YOUR INSTRUCTIONS =>
Look through the data below, and copy each line that carries the word "Naviglio".

(Collected data entries)

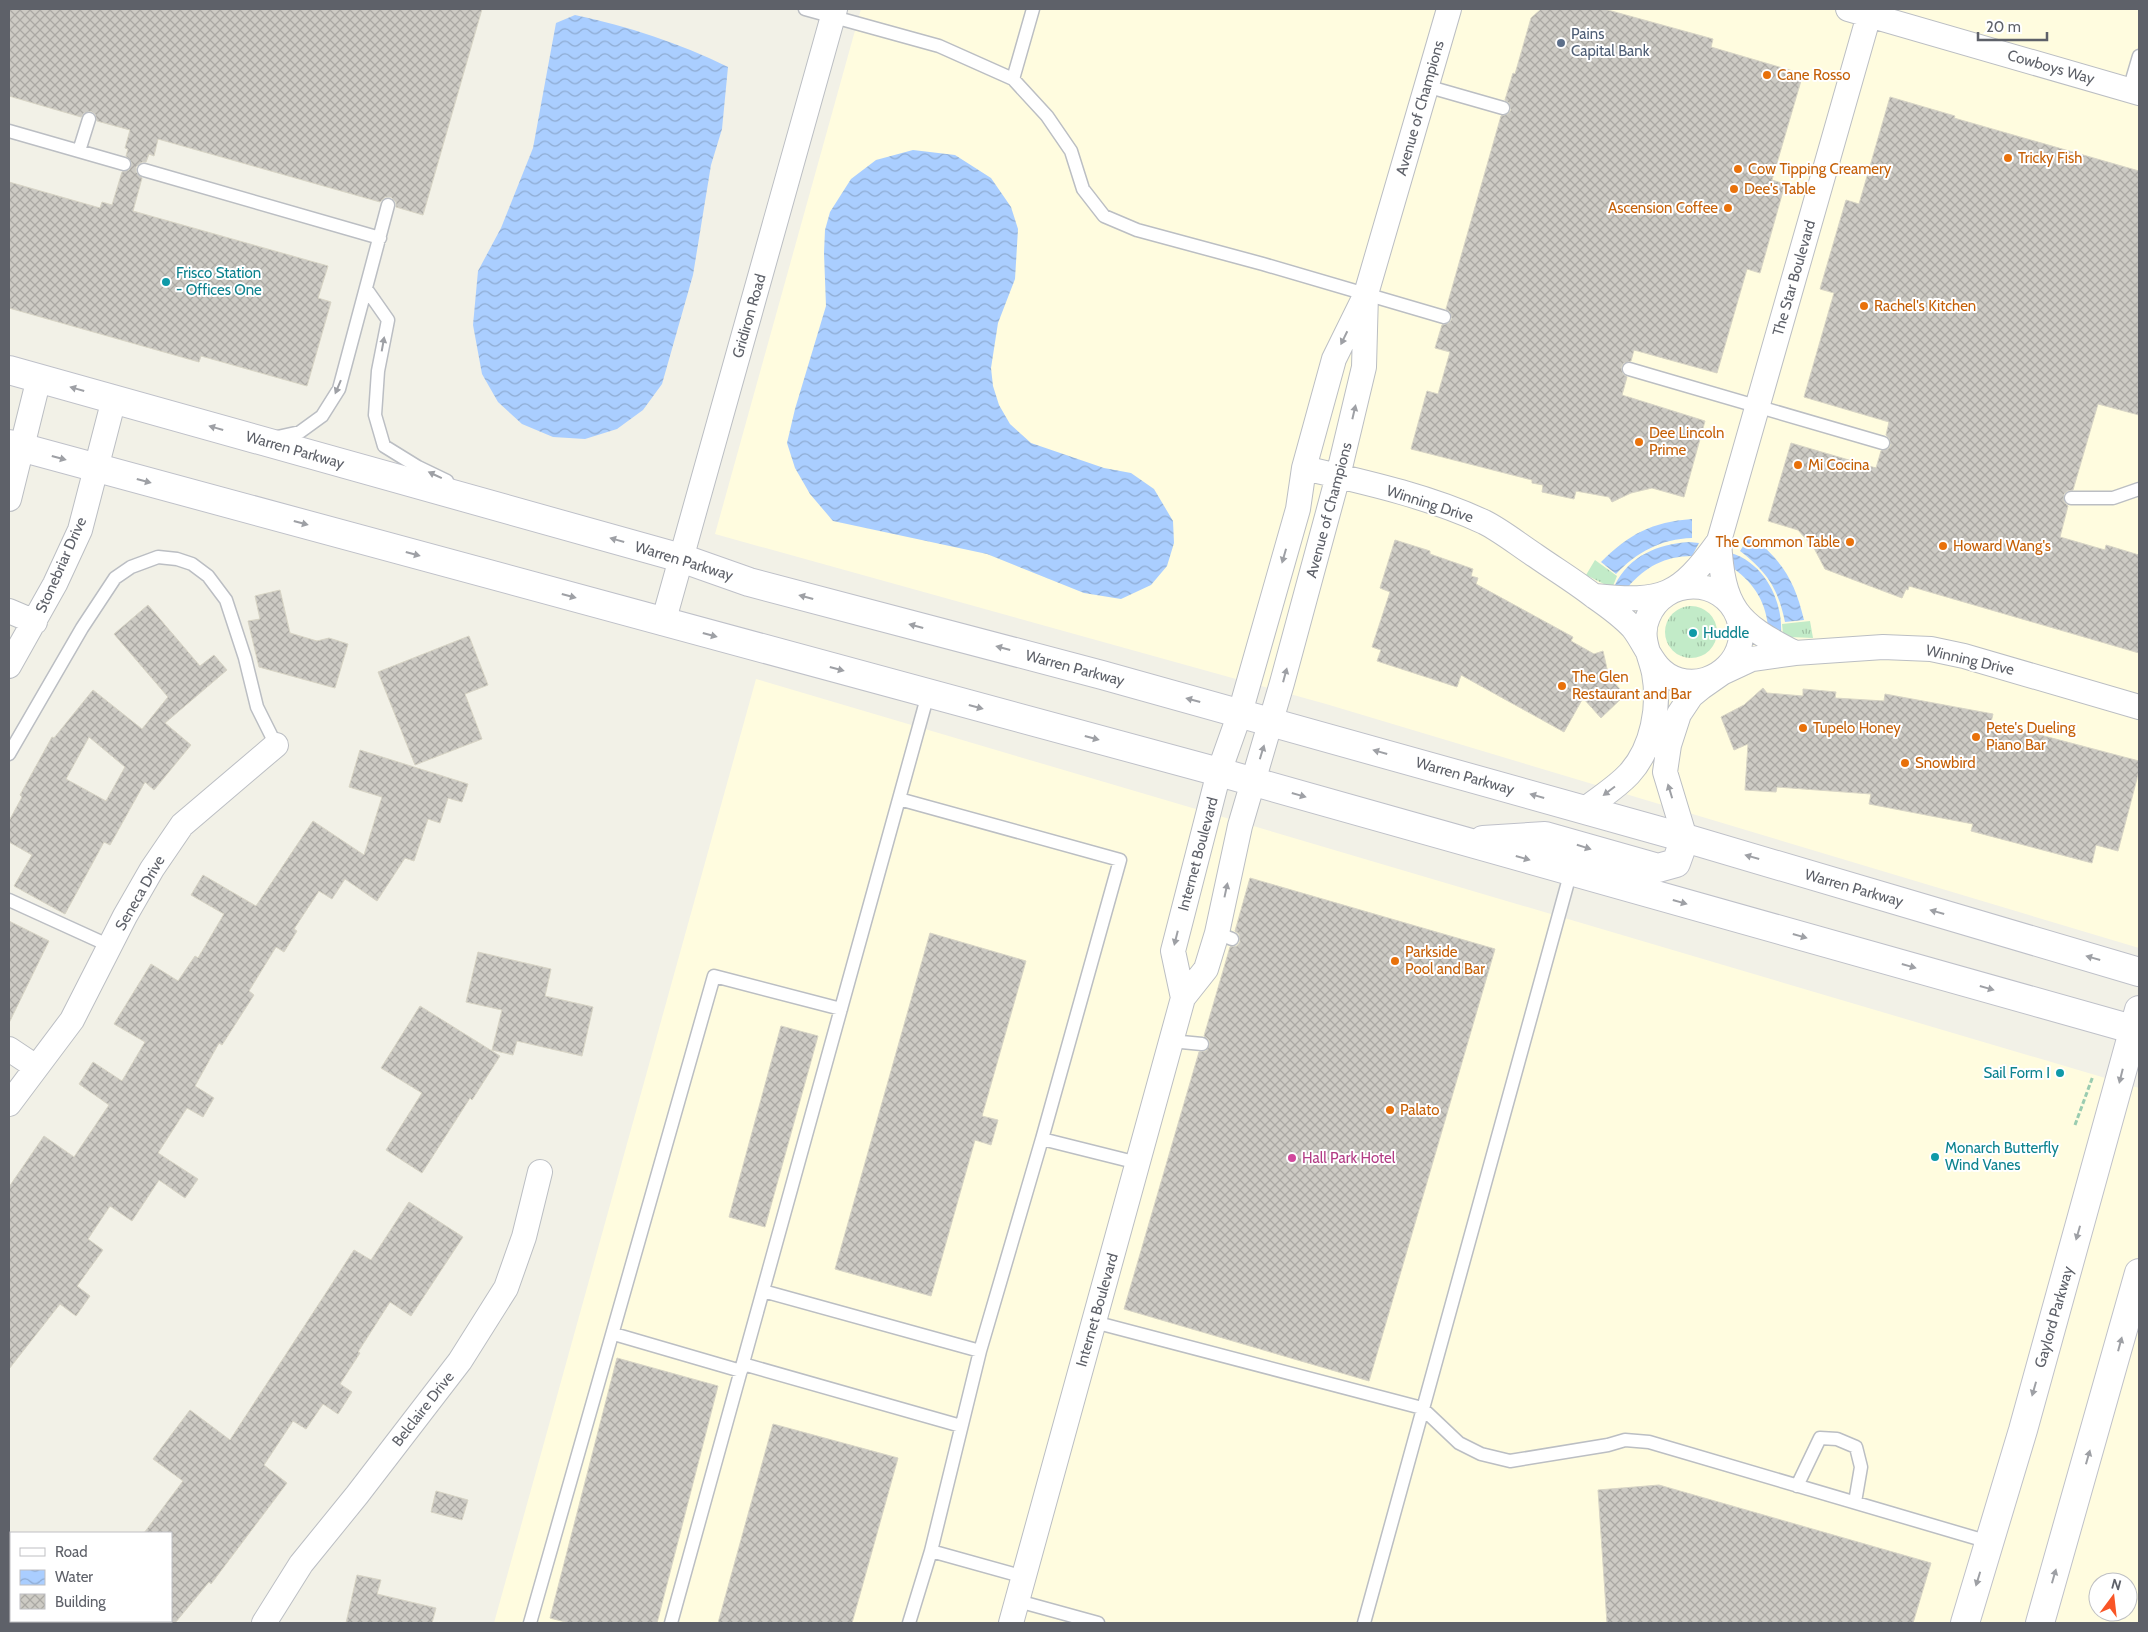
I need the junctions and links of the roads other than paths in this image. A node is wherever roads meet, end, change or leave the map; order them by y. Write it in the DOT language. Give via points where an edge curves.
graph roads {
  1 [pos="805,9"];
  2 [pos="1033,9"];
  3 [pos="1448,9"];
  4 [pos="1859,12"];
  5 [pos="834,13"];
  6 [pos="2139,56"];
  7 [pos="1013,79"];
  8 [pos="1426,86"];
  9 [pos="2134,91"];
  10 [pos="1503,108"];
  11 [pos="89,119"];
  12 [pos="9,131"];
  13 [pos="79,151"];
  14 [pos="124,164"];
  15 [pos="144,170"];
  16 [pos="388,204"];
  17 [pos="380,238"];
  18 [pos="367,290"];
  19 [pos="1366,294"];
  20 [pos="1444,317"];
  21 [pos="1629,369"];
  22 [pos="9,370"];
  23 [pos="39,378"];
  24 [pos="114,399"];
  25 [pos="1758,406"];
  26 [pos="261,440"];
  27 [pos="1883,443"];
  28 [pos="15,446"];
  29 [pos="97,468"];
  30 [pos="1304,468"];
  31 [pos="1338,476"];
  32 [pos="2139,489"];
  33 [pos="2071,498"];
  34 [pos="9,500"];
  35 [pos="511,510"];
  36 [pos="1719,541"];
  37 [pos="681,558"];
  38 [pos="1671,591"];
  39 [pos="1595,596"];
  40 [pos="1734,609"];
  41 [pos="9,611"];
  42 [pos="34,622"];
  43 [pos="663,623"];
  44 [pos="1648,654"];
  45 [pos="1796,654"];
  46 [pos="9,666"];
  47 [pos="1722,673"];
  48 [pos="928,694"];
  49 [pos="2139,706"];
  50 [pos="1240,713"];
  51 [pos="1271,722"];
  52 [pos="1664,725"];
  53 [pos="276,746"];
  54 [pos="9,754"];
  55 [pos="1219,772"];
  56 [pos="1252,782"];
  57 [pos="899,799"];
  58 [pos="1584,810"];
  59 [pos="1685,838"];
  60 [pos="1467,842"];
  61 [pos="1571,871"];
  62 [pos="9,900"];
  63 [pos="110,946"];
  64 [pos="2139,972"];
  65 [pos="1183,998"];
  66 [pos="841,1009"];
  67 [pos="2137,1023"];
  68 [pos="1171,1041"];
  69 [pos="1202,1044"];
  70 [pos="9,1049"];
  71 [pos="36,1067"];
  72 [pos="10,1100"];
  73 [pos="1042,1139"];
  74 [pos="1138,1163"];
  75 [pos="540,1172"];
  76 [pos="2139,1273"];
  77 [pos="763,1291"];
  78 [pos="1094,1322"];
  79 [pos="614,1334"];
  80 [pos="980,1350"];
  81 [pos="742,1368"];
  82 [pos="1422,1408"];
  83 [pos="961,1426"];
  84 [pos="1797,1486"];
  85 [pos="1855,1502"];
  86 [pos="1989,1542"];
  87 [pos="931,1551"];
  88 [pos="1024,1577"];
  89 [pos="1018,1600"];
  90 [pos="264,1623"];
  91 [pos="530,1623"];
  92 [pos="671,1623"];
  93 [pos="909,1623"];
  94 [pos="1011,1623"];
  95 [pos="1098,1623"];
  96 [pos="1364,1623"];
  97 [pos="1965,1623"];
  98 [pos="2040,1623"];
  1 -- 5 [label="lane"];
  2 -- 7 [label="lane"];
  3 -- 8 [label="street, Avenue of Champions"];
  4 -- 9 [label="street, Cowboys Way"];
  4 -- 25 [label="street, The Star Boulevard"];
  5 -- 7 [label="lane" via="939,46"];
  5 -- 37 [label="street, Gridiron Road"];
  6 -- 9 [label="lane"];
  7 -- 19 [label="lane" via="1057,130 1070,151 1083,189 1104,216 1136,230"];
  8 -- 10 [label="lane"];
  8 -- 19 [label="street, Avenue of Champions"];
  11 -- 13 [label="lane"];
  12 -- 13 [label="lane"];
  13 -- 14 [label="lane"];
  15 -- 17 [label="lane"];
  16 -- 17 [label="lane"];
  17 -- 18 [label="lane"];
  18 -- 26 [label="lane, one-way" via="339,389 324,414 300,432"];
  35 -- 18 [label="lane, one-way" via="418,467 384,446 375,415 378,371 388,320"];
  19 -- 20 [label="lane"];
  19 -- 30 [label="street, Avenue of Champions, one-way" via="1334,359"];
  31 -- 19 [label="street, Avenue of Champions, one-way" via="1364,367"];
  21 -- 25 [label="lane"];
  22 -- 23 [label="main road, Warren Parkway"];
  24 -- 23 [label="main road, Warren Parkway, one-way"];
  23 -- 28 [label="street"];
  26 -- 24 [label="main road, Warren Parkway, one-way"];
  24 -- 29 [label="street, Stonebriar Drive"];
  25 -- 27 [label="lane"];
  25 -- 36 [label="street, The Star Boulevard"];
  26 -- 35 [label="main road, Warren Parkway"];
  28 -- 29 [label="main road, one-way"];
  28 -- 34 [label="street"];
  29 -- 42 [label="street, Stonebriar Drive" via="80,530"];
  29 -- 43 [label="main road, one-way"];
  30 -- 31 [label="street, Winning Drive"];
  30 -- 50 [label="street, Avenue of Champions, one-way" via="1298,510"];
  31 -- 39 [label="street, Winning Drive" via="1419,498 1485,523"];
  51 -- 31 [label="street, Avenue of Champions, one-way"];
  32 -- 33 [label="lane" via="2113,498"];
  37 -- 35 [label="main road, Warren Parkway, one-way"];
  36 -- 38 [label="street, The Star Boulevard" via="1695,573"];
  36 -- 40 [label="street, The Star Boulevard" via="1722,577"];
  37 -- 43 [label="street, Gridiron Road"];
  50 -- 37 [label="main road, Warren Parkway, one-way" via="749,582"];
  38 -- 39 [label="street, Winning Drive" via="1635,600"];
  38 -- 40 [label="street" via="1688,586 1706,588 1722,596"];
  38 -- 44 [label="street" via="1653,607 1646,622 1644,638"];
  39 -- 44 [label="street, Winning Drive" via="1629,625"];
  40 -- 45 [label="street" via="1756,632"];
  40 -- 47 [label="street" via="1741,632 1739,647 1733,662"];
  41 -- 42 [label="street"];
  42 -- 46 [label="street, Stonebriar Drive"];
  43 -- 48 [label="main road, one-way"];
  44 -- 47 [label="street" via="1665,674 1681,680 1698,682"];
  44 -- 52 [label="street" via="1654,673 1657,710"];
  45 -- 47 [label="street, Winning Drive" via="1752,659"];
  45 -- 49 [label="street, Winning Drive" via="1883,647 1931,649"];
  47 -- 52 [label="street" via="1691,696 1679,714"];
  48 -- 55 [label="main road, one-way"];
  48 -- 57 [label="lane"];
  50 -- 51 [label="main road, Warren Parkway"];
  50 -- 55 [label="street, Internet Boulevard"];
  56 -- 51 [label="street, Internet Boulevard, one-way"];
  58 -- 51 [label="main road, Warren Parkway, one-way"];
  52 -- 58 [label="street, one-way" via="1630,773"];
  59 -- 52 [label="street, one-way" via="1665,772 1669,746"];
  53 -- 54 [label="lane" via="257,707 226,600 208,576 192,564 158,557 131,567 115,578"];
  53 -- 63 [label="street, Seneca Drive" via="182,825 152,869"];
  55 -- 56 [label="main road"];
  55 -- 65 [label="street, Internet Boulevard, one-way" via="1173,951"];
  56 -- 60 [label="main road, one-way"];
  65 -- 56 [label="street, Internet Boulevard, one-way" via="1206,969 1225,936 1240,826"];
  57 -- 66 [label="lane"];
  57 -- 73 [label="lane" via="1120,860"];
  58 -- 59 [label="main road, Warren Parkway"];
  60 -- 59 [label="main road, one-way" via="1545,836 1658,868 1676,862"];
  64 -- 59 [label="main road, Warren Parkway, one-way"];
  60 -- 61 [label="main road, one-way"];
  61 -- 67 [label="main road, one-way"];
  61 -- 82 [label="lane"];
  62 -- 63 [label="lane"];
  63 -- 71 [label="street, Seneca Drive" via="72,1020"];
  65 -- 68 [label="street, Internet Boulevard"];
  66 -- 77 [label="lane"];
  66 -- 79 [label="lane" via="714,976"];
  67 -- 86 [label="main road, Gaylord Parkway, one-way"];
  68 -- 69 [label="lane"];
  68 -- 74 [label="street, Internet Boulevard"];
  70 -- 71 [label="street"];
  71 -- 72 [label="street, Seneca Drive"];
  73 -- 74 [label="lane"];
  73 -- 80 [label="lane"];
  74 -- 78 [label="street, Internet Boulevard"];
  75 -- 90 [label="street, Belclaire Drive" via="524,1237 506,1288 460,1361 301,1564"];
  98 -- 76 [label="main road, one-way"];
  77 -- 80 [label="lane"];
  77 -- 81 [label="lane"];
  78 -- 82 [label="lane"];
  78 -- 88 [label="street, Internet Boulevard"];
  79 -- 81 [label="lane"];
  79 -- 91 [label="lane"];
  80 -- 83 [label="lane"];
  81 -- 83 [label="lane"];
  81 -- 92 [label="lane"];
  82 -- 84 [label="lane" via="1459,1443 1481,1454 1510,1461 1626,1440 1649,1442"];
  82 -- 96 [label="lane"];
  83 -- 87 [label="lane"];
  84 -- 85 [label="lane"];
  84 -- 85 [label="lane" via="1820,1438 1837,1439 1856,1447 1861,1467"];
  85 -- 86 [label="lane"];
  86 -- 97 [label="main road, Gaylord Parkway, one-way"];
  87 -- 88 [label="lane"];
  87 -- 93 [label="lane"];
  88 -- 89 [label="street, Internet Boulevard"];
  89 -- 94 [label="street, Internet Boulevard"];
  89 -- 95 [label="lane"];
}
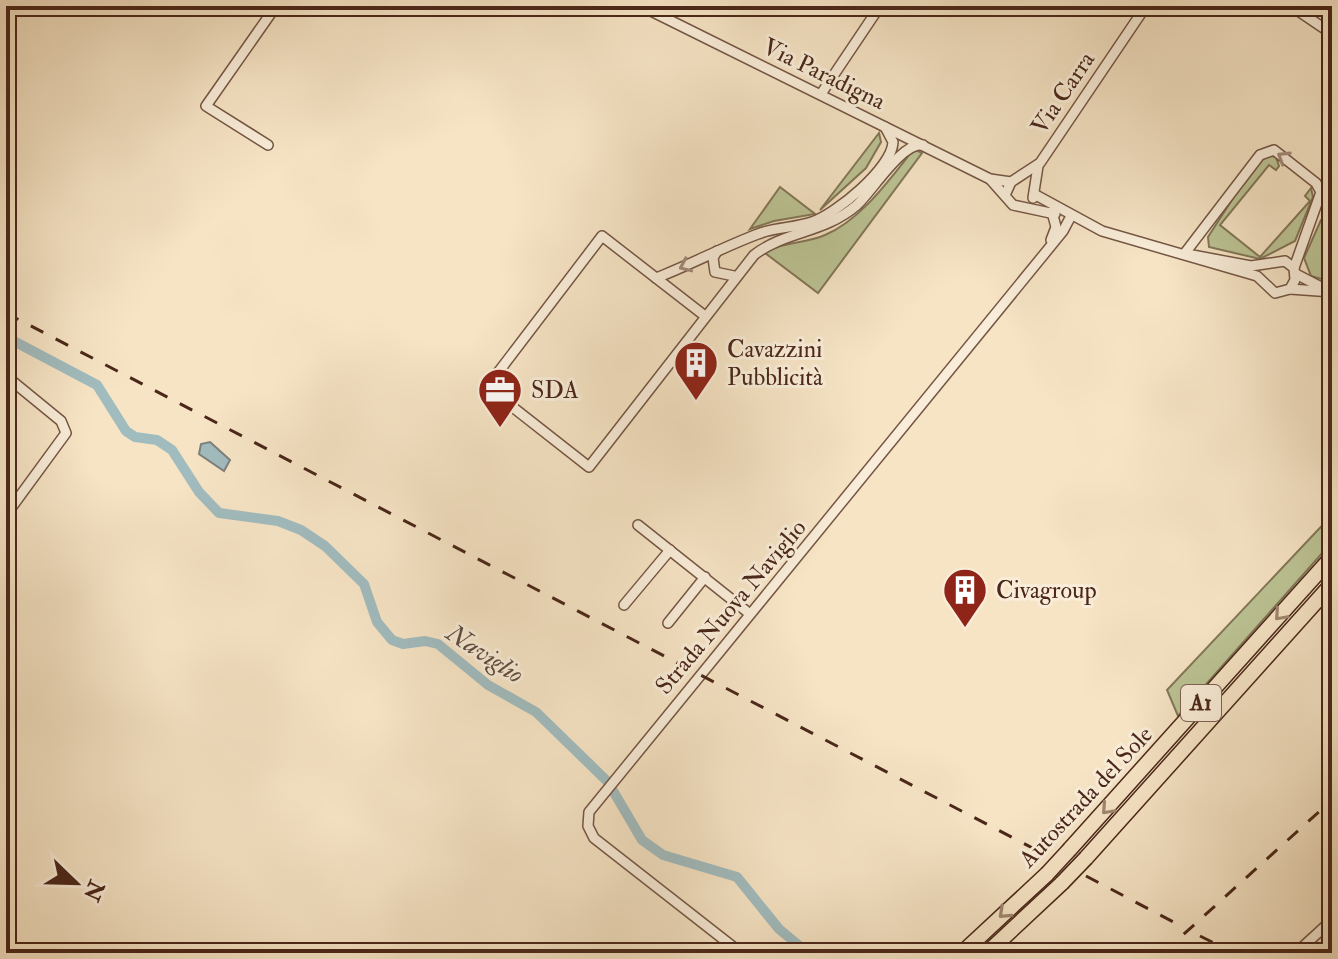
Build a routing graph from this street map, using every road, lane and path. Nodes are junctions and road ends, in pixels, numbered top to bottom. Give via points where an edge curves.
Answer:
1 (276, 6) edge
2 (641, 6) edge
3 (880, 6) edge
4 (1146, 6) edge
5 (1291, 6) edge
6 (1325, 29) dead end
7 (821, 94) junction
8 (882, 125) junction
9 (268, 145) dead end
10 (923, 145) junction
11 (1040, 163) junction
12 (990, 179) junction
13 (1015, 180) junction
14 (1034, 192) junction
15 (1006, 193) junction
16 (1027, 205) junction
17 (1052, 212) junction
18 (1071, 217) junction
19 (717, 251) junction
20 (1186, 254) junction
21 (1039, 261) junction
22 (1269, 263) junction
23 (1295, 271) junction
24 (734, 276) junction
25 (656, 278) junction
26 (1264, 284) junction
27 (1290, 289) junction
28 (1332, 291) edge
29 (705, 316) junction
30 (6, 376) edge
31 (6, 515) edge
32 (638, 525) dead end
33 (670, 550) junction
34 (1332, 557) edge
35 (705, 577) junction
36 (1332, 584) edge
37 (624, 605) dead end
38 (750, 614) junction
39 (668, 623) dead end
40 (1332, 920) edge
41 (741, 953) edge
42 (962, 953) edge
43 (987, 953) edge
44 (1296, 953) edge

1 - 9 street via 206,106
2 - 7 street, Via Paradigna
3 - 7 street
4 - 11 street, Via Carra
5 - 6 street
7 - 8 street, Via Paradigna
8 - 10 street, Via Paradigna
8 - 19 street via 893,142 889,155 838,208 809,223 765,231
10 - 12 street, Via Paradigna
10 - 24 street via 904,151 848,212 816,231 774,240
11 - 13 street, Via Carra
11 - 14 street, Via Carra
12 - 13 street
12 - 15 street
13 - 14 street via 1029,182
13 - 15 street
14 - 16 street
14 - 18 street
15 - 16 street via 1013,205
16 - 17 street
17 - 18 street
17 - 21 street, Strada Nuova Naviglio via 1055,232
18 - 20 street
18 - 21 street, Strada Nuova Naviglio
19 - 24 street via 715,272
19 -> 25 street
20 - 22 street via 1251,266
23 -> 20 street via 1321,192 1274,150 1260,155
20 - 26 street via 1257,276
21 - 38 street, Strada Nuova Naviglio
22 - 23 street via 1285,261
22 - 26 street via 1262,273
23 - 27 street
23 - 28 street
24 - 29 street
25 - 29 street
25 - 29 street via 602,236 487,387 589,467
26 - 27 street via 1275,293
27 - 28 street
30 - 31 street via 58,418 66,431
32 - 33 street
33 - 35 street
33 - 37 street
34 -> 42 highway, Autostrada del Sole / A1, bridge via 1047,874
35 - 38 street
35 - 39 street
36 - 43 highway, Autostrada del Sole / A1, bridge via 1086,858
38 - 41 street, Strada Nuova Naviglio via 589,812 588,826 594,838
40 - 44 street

REPLY =>
17 - 21 street, Strada Nuova Naviglio via 1055,232
18 - 21 street, Strada Nuova Naviglio
21 - 38 street, Strada Nuova Naviglio
38 - 41 street, Strada Nuova Naviglio via 589,812 588,826 594,838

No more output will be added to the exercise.